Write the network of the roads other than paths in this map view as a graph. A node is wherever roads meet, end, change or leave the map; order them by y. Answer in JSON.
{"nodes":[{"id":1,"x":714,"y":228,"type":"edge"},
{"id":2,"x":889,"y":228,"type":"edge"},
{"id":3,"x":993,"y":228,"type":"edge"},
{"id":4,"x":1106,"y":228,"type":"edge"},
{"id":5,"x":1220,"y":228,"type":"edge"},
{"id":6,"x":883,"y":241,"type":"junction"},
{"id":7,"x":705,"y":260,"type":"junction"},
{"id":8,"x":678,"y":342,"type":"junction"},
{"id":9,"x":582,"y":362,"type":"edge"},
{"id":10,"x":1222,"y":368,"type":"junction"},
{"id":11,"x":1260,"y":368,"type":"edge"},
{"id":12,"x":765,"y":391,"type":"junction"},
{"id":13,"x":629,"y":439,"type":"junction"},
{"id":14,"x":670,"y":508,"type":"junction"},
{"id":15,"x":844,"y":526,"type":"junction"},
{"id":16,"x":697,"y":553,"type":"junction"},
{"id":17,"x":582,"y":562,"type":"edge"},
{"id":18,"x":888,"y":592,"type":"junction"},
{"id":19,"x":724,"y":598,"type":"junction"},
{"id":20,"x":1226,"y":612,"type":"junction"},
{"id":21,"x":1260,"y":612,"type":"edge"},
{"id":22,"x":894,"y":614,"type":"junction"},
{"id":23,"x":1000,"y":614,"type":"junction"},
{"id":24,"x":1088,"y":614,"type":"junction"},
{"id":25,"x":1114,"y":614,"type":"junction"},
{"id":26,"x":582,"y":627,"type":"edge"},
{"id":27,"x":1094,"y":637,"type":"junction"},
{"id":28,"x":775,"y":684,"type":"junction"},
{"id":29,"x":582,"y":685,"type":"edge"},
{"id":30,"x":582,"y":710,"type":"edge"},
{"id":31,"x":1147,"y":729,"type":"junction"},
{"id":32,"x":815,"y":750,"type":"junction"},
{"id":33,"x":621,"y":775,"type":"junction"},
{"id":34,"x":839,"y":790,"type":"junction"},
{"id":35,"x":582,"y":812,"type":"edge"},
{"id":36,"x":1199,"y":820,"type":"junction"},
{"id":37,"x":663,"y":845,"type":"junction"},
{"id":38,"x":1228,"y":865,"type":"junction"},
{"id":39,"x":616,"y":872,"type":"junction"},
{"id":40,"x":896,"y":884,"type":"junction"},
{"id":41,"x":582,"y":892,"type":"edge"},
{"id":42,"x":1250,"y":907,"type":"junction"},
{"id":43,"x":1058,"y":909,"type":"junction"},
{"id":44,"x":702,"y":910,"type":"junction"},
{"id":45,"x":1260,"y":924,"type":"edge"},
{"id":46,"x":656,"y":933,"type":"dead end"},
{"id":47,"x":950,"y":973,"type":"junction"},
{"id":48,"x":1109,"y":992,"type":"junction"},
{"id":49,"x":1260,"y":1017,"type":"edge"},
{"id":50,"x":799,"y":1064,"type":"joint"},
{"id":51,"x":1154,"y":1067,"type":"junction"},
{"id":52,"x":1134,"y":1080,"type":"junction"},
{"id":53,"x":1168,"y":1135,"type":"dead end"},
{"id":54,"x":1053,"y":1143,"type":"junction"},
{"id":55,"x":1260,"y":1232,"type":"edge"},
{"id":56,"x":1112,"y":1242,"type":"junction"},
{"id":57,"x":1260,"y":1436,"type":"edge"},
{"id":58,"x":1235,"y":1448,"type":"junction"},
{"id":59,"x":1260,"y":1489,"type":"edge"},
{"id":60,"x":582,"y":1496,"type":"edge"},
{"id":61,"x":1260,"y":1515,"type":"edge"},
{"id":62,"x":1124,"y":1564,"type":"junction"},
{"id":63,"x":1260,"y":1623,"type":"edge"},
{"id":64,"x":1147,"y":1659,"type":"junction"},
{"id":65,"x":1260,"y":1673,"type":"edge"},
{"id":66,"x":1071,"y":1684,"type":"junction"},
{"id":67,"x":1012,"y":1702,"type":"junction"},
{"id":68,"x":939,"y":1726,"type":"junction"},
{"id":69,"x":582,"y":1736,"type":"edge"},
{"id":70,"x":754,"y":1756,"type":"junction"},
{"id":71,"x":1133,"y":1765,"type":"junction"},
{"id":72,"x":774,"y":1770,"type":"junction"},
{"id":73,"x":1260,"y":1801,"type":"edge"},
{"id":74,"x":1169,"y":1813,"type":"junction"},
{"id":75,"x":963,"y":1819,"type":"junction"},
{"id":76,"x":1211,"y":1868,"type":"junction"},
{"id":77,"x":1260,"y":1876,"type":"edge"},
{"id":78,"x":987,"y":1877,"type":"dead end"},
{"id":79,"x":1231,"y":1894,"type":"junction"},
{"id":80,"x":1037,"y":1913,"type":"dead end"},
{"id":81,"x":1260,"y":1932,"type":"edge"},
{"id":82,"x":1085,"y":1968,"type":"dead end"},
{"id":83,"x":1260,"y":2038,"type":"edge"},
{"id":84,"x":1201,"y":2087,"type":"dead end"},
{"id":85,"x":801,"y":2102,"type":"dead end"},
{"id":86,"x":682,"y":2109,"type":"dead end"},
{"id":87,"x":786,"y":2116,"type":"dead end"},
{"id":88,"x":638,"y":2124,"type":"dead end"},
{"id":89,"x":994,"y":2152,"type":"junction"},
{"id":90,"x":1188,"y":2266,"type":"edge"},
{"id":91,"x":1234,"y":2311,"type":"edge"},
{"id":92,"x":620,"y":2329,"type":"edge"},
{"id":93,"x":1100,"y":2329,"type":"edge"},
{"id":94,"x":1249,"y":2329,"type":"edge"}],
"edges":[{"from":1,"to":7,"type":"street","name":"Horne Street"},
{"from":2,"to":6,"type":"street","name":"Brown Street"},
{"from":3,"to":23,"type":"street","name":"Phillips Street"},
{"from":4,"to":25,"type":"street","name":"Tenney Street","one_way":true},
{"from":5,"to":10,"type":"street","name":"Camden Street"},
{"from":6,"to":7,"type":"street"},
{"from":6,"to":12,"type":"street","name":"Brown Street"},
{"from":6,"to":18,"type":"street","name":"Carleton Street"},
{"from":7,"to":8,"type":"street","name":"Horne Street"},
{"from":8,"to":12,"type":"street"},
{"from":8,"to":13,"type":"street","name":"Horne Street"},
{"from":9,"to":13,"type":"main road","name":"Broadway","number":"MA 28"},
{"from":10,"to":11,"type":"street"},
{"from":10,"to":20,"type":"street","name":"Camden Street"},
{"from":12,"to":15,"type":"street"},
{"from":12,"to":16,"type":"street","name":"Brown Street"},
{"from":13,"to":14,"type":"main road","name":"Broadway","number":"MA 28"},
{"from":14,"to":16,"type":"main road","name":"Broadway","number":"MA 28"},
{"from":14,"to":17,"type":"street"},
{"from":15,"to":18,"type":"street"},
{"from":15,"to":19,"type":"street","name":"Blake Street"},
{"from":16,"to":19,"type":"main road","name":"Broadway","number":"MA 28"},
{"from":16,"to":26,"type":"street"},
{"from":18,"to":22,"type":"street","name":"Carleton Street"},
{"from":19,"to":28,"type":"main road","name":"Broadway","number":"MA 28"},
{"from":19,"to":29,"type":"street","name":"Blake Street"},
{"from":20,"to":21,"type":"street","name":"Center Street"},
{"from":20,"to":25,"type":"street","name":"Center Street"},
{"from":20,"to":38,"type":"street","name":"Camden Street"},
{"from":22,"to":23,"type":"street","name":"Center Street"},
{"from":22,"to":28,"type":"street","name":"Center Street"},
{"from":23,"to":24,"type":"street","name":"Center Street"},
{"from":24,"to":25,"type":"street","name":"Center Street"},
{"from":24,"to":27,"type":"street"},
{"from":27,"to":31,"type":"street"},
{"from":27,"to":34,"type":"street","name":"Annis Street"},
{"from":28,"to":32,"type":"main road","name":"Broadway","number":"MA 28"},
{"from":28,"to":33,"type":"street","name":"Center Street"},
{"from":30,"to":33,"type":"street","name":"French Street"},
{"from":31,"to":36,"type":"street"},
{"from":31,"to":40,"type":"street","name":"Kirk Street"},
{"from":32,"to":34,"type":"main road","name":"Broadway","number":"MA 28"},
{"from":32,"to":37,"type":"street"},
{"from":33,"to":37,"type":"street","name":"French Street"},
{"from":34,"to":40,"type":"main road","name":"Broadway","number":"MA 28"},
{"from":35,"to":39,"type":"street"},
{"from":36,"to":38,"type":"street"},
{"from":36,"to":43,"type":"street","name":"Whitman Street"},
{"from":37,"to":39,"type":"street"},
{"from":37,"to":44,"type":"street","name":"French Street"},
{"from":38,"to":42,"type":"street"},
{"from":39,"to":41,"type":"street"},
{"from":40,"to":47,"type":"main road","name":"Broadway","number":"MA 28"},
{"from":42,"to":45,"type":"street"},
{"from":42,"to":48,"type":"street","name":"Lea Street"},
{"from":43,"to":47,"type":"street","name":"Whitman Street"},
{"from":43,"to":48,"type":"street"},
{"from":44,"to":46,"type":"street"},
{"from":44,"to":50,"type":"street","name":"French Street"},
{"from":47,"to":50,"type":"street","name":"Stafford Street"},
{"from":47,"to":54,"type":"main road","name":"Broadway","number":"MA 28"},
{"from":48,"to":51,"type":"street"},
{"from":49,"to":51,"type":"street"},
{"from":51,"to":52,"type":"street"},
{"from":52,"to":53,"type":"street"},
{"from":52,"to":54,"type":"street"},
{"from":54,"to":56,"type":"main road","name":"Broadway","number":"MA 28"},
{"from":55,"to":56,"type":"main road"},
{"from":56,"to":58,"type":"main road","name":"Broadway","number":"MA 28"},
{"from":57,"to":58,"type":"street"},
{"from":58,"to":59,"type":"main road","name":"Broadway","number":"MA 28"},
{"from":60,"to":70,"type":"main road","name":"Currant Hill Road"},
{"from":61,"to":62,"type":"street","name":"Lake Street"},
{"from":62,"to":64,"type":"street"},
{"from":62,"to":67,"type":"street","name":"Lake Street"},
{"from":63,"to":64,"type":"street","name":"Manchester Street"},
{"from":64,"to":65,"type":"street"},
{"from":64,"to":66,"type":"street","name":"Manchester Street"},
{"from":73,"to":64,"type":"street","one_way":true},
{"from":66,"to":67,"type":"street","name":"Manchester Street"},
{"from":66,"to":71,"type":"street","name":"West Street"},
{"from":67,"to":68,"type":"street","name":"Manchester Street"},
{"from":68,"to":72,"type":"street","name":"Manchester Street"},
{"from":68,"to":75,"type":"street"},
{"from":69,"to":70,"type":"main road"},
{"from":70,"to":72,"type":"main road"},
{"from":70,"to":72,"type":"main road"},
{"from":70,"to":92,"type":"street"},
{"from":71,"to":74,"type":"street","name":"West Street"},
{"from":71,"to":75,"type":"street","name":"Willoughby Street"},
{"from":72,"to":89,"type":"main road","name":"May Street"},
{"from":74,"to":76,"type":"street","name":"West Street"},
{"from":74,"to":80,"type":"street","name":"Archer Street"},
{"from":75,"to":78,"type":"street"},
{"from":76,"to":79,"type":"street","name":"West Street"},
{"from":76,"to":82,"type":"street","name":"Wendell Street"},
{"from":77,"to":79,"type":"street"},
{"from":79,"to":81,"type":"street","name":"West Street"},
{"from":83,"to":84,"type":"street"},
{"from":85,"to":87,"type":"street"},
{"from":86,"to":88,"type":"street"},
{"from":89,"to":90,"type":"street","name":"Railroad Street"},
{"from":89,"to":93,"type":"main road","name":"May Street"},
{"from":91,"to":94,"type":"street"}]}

→ BRIEF
Your reply should consist of one number: how many lines above contain the word "Center".

→ RESULT FOR THIS EXERCISE
7